Black Ritual: The Book of Nyx #1 // Review

Black Ritual: The Book of Nyx #1 // Review

The puritan has followed a girl into the alley. She’s running from him. It’s a bit of dead-end for her, though. She turns and looks at the one who has followed her: The Puritan is a bald man in a long coat wearing red goggles in the night. She’s turned to raise a dagger to him. It’s got a red symbol on the base of the blade that seems to glow in the darkness. She moves to attack. She’s going to have difficulty in Black Ritual: The Book of Nyx #1. Writer Thomas Healy opens aa seven-issue mini-series with artist Nat Jones featuring a storyline pulled out of the margins of the Spawn universe.

The Puritan raises a hand in response to the raised dagger from the witch. The girl slams against the wall. It’s some kind of telekinesis that he’s using, but it’s really more of a force that’s moving through him. “I stand before you with the authority of God himself,” says The Puritan. The girl’s not out of options yet. She can still raise a dagger at the emissary of an unforgiving God. It might not do a whole lotm though. This is the beginning of the series and the girl isn’t the title character.

Healy does a respectable job of establishing the arch-villain and the hero in the early going of the seven-issue series. There’s quite a lot going on with respect to the deeper connections between the Spawn Universe and the rest of what’s going on in the series. The first few pages are a bit too soaked in the lore of the universe to make much sense to a casual reader, but there’s more than enough overall narrative momentum to keep things going as the scenes progress beyond the backstory into the contemporary world of the current series.

There’s a delicious graininess to Jones’ art that suits the overall mood and tone of Healy’s script quite well. It feels like it’s moving in a very solid and solidly respectable direction straight through from beginning to end. The moody dakrness is accompanied by occasionally flashes of dark power that feels suitably radiant around the edges of an action that feels more or less perfectly lined-up with everything that needs to happen in the first issue and the overall feel of a series that lurks in the shadows of mainstream horror fiction.

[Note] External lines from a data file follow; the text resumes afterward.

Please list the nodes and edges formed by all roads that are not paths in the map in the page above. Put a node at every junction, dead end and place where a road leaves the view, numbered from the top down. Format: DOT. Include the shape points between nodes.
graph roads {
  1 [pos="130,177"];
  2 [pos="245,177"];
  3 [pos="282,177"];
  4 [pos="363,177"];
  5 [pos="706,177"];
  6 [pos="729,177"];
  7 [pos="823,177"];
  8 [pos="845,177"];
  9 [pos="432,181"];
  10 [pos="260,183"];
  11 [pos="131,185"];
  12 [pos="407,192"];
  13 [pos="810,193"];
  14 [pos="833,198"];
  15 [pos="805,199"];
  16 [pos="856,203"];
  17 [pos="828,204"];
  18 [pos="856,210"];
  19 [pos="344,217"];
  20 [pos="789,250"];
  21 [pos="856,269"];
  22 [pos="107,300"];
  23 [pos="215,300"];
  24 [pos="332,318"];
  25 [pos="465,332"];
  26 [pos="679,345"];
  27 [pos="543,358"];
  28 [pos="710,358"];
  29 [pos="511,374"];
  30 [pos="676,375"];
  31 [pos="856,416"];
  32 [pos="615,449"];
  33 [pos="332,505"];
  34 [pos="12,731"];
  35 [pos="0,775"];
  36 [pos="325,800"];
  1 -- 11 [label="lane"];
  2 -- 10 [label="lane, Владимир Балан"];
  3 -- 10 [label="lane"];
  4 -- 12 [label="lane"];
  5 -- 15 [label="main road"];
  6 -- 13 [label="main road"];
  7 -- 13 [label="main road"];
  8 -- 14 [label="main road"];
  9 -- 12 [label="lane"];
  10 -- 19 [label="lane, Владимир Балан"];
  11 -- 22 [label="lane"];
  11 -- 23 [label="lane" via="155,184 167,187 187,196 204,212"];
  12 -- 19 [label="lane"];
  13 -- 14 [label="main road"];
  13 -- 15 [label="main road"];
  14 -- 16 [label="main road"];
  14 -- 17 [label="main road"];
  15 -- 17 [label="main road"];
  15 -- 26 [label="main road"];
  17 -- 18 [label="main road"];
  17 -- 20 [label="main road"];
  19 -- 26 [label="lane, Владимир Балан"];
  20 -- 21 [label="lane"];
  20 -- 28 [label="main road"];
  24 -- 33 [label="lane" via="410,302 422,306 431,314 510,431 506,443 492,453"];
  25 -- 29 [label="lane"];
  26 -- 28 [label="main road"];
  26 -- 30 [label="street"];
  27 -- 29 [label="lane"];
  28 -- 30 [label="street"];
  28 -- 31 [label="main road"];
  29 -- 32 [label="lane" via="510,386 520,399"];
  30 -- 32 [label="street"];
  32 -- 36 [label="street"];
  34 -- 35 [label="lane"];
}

The Spawn Universe has been one massive attempt to fuse traditional supernatural horror with a dark edge 1990s superhero genre. It’s been a fun universe that’s been echoing into itself for decades now. It can feeling disgustingly repetitious as the years pass, but every now and then there’s something that sneaks through that feels delightfully ew in one way or another. Nyx’s story mught just move itself in the right direction to make for some new element that might be added out of the margins of the Spawn Universe to develop into something remarkably new and fresh.